Records contained in a dataset
___

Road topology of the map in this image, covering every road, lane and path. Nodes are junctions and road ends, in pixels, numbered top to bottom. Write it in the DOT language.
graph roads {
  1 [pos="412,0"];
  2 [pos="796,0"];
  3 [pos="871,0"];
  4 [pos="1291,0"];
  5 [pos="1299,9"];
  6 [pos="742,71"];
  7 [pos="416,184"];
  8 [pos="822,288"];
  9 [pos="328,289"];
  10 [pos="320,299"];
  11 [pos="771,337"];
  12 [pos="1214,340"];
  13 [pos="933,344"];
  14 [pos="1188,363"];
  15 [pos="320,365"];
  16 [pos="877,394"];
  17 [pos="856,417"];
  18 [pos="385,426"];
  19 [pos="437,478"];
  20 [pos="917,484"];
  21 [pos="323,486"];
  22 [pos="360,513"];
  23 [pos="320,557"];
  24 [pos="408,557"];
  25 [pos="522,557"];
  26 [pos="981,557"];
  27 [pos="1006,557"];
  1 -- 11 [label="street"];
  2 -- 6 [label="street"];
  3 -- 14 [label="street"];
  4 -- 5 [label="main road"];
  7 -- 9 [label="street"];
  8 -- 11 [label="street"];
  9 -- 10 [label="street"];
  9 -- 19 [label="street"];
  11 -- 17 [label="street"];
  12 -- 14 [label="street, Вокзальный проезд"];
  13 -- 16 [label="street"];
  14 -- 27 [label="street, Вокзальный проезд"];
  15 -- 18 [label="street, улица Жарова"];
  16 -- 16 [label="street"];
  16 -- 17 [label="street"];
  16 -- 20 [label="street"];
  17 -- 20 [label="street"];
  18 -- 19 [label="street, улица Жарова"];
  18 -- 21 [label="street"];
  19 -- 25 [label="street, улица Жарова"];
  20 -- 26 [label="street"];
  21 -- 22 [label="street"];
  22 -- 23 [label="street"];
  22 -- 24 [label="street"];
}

___

What is expected:
Considering the records line by line, how many lines hold the string "улица"? Say only the number.

Completed exercise:
3